Saved entries:
┄┄┄┄┄┄┄┄┄┄

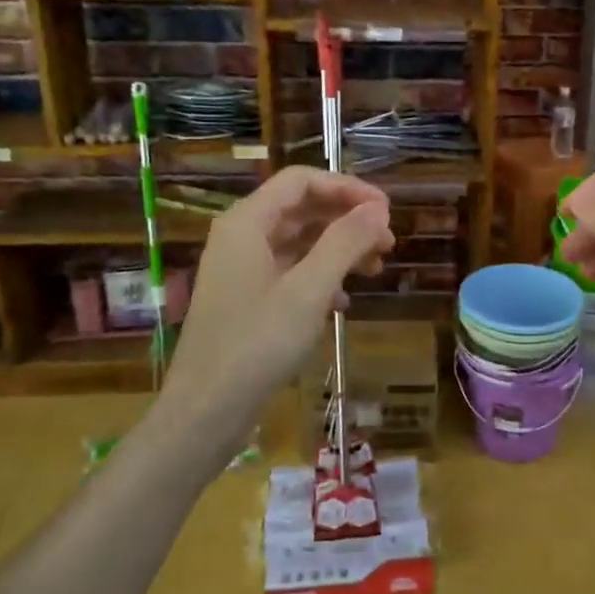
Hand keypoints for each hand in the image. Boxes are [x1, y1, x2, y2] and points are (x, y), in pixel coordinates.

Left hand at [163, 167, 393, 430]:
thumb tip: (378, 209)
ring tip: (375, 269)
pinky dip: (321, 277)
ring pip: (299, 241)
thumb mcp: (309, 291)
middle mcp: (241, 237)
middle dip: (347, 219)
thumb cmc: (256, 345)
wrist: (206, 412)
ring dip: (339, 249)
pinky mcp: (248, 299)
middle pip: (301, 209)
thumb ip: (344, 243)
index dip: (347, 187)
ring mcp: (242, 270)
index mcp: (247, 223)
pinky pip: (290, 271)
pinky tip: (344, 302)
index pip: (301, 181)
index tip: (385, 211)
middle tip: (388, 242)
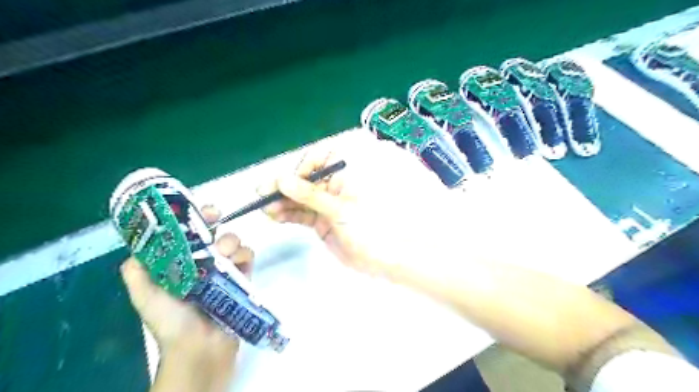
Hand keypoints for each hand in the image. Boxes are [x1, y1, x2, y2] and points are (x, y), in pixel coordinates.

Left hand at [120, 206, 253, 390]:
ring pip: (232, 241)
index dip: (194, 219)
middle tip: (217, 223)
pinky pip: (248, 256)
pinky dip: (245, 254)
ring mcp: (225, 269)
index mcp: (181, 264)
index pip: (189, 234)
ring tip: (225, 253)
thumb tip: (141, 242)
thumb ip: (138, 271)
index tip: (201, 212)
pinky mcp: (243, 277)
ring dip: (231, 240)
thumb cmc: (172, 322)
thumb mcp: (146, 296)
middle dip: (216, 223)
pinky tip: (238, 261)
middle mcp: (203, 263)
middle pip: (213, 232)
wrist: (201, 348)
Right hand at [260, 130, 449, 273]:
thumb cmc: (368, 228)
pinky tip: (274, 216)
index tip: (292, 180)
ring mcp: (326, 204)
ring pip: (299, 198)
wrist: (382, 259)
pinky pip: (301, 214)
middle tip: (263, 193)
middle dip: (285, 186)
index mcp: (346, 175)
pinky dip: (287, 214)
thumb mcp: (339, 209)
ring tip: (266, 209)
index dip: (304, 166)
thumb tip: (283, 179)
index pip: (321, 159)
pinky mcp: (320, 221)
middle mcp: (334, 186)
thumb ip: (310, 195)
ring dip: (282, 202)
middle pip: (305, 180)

┄┄┄┄┄┄┄┄┄┄

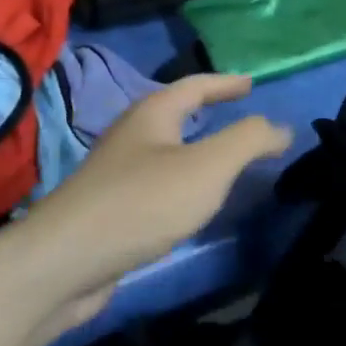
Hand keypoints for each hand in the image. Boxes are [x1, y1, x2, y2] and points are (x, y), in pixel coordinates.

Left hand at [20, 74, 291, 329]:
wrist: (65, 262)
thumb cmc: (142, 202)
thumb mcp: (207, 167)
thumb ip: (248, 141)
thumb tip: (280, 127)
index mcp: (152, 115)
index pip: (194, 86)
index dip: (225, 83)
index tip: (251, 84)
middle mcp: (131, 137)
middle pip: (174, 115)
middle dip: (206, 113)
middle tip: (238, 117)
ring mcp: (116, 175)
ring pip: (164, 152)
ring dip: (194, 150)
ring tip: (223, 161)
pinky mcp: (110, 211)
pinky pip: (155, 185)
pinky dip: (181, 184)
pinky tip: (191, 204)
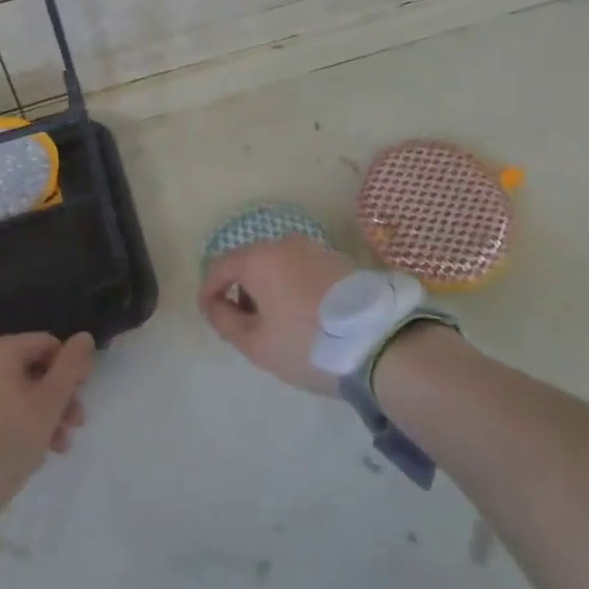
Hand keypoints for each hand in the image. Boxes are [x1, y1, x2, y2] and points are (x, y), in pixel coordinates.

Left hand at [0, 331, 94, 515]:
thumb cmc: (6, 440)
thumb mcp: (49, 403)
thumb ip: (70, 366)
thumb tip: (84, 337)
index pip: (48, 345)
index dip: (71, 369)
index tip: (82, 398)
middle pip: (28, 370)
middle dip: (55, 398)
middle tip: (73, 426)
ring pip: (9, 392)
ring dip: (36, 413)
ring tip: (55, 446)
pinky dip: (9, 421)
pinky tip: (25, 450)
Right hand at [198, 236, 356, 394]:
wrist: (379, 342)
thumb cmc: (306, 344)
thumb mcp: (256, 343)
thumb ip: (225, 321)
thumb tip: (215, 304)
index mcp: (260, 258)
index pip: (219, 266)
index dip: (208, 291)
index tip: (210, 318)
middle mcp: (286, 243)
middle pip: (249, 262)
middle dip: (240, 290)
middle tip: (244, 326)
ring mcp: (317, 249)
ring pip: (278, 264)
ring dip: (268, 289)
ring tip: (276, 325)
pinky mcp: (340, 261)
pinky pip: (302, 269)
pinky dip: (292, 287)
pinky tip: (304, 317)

┄┄┄┄┄┄┄┄┄┄

> [EXERCISE GOAL]:
From the entries above, extract only the lines running from the one containing "pinky mcp: (320, 221)" through the one containing "middle pip: (305, 180)", inclusive.

> [YOUR SOLUTION]:
pinky mcp: (320, 221)
middle mcp: (334, 186)
thumb ip: (310, 195)
ring dip: (282, 202)
middle pip: (305, 180)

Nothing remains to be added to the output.